In februari 1929 werd Bronsgeest voorgesteld aan de tenor Joseph Schmidt als wiens ontdekker hij zou gelden. Bronsgeest contracteerde hem voor de radio-uitzendingen en Schmidt maakte zijn radio-debuut op 18 april 1929 als Vasco da Gama in ‘L’Africaine’ van Meyerbeer. Zelf zong Bronsgeest ook nog regelmatig in radio-uitzendingen van opera’s. Zong was hij op 18 april 1929 te horen in L’Africaine’ van Meyerbeer, op 14 juni 1929 in ‘La Muette de Potici’ van Auber en op 10 en 11 oktober 1929 in ‘Louise’ van Charpentier. In alle uitvoeringen zong Joseph Schmidt de tenorpartijen.

1930
Bronsgeest gaf op 19 maart 1930 een radio-concert samen met zijn pupil Joseph Schmidt. Zij zongen duetten van Bizet, Smetana, Rossini en Verdi. Hiervan is het duet uit ‘La Forza del Destino’ van Verdi bewaard gebleven. Op 2 september 1930 was Bronsgeest nog met Schmidt te horen in een radio-uitzending van de opera ‘I Vespri Siciliani’ van Verdi. Een opname het duet uit de finale van de derde akte van ‘I Masnadieri’ van Verdi van Bronsgeest en Schmidt van een uitvoering op 11 september 1931 is bewaard gebleven. Op 9 juni 1931 zong Bronsgeest in ‘Les Contes d’Hoffmann’ van Offenbach met Joseph Schmidt in de titelrol en op 12 augustus 1931 zong Bronsgeest in een radio-uitzending van ‘Der häusliche Krieg’ van Schubert, eveneens met Schmidt. Bronsgeest probeerde na de machtsovername van de Nazi’s in 1933 nog enige tijd om Joodse kunstenaars aan het werk te houden, maar stuitte steeds op problemen. Daardoor werd hij in 1933 vervangen. Hij bleef echter in Berlijn en was van 1933 tot 1944 regisseur bij het Theater der Jugend. Ook gaf hij zangles, onder anderen aan de sopraan Ilse Hübener.

1940
Tijdens de Tweede Wereldoorlog speelde Bronsgeest met een klein gezelschap opera’s voor Duitse soldaten. In 1944 regisseerde hij voor het Gemeentelijk Theater Bedrijf, afdeling Opera, een voorstelling van ‘Don Carlos’ van Verdi in de Stadsschouwburg in Amsterdam.
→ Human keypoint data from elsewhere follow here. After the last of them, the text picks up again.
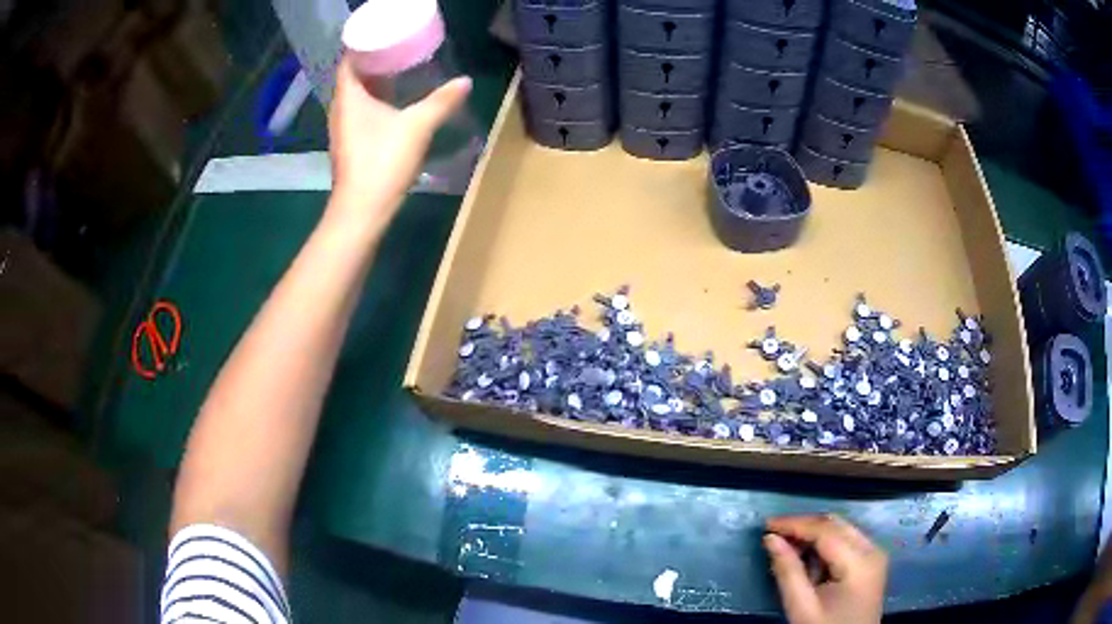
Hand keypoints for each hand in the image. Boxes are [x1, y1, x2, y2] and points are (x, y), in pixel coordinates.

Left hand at [327, 56, 471, 226]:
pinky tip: (394, 103)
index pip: (349, 60)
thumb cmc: (382, 161)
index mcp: (349, 97)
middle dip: (374, 61)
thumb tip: (465, 81)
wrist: (362, 210)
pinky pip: (360, 112)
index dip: (365, 45)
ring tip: (401, 71)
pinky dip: (374, 101)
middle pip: (353, 76)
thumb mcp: (417, 126)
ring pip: (356, 96)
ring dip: (375, 82)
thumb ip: (441, 102)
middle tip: (401, 50)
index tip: (388, 38)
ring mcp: (343, 129)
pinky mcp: (349, 145)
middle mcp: (340, 109)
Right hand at [764, 515, 887, 623]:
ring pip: (841, 530)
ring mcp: (875, 554)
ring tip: (786, 547)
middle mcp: (873, 549)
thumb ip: (787, 571)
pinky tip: (807, 558)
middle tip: (773, 534)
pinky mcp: (871, 562)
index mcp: (860, 561)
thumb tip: (770, 539)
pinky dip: (825, 544)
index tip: (765, 525)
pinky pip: (846, 541)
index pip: (825, 531)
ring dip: (813, 535)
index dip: (794, 524)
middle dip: (803, 526)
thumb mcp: (801, 607)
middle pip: (836, 525)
Hierin zong Siemen Jongsma de rol van Philips II, alterneerden Chris Reumer en Jan van Mantgem als Don Carlos, Theo Baylé en Otto Couperus als Rodrigo, Ruth Horna en Gerda Pons als Elizabeth en zong Jo van de Meent de rol van Eboli. De uitvoering stond onder muzikale leiding van Johannes den Hertog.

1945
Direct na het einde van de Tweede Wereldoorlog organiseerde Bronsgeest de eerste opera-opvoeringen in het gebombardeerde Berlijn.
Cornelis Bronsgeest overleed op 22 september 1957 in Berlijn.


Bronvermelding
:

1. Averkamp – De Zangkunst en Hare Sterren (’s Gravenhage: J. Philip Kruseman, 1928)
2. Bottenheim – De Opera in Nederland (Amsterdam: P.N. van Kampen & Zoon N.V., 1946)
3. Annalen van de Operagezelschappen in Nederland [eindred. Piet Hein Honig] (Amsterdam: Theater Instituut Nederland, 1996)
4. Fassbind – Joseph Schmidt; Sein Lied ging um die Welt (Zürich: Römerhof Verlag, 2012)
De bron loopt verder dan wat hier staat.